# Task brief
Find every line below where the string "Spot" shows up, and copy those lines.

# Extracted entries
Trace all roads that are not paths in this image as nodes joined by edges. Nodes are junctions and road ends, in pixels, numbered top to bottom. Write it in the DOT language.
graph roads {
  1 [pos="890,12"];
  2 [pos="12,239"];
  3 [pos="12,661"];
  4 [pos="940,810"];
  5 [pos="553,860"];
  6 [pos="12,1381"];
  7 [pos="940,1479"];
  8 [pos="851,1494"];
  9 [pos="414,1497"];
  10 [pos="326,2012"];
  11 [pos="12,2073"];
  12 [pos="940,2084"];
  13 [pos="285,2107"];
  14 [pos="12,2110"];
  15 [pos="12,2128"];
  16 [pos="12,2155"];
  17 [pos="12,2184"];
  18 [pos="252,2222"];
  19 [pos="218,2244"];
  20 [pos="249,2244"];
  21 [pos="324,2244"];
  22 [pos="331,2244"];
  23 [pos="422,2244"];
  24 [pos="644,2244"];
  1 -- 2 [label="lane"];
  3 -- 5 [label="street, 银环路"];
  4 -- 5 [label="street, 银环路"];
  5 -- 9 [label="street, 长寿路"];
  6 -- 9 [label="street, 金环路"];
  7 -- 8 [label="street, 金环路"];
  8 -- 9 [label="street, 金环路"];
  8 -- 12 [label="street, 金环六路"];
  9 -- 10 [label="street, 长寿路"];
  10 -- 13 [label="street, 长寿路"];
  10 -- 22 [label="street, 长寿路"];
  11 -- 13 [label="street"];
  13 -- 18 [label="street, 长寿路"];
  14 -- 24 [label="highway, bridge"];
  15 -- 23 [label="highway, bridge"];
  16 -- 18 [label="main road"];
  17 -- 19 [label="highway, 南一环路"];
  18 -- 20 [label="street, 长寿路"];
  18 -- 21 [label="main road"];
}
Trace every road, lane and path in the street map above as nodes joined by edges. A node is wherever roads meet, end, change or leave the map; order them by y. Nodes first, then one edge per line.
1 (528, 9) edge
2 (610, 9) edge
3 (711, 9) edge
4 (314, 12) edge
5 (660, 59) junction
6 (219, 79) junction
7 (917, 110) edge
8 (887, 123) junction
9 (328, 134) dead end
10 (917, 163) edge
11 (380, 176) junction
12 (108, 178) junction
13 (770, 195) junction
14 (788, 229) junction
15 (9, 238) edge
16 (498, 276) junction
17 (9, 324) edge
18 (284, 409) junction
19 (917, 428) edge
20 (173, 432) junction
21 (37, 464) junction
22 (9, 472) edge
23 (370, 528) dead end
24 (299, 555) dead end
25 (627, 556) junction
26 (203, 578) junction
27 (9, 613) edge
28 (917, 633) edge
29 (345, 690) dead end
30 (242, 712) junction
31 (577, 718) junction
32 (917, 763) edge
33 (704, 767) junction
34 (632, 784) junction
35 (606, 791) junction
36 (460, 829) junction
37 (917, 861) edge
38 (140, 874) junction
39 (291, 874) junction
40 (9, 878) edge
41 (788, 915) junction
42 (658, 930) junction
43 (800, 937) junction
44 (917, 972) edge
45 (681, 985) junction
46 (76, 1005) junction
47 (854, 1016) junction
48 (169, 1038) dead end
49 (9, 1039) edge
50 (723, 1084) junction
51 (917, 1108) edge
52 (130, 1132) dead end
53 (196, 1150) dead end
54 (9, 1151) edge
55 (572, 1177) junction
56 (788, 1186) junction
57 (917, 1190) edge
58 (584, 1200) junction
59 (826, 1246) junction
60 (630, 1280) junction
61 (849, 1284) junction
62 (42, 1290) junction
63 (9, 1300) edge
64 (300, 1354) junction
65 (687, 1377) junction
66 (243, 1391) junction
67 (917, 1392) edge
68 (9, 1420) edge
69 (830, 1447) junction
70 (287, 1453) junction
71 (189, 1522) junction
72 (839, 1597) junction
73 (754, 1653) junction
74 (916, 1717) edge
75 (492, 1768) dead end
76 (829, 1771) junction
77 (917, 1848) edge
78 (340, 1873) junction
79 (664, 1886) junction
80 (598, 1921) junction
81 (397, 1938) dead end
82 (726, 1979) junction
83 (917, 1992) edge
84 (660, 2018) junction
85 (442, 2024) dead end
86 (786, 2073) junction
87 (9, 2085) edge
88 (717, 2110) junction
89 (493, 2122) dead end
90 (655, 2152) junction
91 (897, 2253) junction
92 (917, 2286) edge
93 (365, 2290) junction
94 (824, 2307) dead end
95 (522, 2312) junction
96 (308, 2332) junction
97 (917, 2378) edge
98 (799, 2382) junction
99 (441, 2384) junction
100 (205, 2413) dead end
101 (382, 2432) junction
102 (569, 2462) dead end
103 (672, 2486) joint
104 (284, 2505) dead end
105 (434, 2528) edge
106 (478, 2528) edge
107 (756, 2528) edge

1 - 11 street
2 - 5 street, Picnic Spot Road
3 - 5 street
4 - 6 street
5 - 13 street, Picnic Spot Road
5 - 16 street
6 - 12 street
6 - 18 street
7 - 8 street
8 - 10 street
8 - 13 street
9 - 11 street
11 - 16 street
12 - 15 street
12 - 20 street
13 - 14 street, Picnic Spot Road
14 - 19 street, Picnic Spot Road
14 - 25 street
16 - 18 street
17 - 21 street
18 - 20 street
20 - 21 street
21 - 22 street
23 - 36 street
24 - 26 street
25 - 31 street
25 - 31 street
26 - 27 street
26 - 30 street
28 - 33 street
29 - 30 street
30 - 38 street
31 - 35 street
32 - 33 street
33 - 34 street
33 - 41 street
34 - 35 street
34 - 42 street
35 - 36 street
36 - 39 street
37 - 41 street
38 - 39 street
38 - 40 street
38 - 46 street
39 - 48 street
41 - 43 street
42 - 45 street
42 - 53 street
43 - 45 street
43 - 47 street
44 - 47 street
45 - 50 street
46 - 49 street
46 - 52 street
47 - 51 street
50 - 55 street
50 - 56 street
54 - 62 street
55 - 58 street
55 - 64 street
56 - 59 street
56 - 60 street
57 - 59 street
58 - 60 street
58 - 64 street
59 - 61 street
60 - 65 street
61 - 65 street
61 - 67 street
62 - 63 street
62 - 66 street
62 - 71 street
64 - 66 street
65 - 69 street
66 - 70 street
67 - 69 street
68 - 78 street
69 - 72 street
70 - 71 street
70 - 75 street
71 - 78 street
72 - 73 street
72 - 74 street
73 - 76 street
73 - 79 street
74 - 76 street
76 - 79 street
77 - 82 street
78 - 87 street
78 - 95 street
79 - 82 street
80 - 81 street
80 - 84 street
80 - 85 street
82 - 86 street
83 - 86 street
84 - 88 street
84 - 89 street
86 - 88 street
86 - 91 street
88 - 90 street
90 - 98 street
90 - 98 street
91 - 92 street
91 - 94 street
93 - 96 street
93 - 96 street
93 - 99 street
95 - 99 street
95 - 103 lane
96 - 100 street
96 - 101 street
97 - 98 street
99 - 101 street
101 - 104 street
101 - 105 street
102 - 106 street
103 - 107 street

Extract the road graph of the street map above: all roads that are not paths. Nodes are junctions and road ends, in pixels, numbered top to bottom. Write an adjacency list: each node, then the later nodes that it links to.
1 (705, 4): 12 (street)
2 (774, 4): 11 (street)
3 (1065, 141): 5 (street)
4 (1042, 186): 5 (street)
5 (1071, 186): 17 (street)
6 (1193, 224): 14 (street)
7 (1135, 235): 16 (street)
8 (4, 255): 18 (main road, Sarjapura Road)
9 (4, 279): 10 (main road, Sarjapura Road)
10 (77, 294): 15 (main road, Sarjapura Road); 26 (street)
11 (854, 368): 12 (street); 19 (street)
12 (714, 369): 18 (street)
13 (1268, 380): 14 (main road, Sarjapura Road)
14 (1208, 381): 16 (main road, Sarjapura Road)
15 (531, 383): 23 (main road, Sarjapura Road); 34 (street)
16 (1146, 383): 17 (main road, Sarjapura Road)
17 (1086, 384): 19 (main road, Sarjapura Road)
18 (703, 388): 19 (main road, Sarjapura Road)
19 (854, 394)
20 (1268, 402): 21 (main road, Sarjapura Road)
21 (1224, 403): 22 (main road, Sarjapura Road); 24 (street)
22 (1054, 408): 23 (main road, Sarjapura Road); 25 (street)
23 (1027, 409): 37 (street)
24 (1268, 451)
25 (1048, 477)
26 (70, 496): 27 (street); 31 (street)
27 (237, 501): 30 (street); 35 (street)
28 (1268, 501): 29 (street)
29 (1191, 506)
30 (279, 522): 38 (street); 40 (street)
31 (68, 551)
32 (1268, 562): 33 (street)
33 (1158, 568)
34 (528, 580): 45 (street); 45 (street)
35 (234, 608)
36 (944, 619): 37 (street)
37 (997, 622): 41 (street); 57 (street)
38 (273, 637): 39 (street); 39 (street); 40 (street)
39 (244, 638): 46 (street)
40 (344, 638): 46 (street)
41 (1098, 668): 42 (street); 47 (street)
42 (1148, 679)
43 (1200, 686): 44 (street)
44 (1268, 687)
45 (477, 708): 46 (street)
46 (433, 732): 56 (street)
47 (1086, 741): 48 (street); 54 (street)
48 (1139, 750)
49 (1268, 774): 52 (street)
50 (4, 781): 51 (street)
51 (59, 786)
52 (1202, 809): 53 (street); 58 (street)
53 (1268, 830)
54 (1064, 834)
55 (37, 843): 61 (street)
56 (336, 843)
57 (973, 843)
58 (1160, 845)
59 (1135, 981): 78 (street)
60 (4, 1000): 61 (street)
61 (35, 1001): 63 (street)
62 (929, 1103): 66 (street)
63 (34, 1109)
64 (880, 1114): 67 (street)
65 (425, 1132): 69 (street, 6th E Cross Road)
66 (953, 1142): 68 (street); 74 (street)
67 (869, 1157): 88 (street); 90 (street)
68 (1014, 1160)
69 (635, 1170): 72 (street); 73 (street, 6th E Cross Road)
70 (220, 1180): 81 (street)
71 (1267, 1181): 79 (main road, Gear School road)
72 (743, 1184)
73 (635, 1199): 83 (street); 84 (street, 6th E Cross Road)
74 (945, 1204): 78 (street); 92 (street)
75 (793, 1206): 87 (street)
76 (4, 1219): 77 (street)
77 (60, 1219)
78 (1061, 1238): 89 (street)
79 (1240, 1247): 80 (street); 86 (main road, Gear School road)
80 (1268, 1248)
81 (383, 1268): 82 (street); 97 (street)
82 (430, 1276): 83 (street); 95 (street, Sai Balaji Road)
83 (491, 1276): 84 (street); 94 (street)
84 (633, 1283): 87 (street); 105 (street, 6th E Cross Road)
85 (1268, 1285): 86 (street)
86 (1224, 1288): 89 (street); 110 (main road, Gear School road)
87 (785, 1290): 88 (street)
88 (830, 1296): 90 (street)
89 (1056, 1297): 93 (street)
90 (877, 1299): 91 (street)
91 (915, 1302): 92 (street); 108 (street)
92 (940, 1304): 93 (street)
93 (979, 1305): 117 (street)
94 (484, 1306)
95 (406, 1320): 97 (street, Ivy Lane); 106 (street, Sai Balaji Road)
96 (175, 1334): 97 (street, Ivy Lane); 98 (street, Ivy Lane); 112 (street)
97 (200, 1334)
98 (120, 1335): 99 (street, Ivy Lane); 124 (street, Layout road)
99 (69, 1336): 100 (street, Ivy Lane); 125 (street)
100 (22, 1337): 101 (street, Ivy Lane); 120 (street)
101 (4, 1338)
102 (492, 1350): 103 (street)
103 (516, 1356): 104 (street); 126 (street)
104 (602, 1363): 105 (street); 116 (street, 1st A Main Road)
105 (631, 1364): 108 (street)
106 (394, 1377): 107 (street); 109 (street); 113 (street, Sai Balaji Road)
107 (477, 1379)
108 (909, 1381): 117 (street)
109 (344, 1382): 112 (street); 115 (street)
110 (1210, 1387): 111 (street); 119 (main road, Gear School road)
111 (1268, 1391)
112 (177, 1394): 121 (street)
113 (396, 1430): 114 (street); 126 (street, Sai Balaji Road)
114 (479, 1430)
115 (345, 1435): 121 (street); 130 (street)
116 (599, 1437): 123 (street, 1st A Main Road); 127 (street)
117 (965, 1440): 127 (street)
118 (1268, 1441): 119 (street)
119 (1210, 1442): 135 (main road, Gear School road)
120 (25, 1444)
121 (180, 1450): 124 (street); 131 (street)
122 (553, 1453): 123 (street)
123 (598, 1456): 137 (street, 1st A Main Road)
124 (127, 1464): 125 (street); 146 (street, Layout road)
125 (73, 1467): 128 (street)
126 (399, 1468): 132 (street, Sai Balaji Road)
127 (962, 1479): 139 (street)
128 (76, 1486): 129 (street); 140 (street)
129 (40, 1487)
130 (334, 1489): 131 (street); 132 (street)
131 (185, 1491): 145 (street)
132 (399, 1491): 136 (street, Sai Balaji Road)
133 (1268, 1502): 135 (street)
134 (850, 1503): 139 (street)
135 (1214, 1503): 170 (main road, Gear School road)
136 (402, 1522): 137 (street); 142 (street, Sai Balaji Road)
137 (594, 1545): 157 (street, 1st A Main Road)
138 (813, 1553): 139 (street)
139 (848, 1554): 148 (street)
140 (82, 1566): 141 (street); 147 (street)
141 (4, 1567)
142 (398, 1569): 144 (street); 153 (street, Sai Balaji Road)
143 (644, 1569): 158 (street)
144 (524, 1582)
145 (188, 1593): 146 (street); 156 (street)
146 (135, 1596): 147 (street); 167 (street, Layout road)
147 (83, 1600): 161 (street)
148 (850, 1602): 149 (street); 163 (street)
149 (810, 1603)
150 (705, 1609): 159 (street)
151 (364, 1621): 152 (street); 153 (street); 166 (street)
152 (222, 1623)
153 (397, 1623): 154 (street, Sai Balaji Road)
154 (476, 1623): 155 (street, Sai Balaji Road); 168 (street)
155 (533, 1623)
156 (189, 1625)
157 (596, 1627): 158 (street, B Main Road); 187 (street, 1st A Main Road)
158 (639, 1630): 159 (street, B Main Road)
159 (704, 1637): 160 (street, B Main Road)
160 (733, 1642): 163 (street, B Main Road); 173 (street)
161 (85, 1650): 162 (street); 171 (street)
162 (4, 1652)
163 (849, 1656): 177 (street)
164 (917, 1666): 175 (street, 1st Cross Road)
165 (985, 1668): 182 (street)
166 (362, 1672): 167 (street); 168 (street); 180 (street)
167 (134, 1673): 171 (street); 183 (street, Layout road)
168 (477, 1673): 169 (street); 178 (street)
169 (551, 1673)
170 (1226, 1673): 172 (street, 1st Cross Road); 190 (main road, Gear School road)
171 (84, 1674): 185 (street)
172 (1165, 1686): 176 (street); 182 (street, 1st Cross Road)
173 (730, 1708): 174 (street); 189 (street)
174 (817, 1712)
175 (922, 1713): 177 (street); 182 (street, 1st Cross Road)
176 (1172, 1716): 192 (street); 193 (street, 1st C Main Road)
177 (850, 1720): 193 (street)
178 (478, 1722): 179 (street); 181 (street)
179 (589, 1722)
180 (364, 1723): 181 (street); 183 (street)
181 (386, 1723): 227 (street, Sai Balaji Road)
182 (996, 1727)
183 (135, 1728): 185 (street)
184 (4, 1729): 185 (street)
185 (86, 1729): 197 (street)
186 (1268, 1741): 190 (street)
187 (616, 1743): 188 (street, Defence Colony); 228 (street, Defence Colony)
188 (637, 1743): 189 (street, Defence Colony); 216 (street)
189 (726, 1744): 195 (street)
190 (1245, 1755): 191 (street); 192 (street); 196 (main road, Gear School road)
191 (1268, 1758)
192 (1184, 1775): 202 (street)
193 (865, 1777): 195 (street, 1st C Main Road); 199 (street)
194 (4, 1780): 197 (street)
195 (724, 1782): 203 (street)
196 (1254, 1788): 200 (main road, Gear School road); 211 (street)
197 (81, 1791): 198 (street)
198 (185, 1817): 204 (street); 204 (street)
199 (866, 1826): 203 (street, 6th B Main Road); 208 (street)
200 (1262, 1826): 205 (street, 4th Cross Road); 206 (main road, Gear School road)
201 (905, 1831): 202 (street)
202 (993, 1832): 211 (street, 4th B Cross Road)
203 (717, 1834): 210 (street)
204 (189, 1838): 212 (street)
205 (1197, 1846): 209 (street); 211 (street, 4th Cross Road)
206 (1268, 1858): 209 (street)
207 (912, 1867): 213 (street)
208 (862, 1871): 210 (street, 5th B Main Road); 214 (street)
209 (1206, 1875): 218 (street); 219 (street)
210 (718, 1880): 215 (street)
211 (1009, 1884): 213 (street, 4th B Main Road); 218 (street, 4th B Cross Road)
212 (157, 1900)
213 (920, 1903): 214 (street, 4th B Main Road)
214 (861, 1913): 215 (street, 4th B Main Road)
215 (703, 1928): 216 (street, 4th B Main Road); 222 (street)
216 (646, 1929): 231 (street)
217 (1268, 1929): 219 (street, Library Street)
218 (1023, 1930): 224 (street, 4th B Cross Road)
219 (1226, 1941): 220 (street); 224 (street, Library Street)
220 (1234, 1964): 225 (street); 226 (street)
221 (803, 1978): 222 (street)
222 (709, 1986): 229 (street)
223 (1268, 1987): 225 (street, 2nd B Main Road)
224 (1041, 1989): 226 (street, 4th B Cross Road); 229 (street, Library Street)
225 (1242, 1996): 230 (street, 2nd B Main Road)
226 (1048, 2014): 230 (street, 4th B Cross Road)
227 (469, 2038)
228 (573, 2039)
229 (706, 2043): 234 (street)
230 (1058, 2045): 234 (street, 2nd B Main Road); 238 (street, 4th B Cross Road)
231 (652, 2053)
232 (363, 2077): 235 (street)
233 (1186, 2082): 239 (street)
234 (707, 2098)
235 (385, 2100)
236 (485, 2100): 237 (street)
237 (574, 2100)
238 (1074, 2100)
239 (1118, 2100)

# The completed task
2 - 5 street, Picnic Spot Road
5 - 13 street, Picnic Spot Road
13 - 14 street, Picnic Spot Road
14 - 19 street, Picnic Spot Road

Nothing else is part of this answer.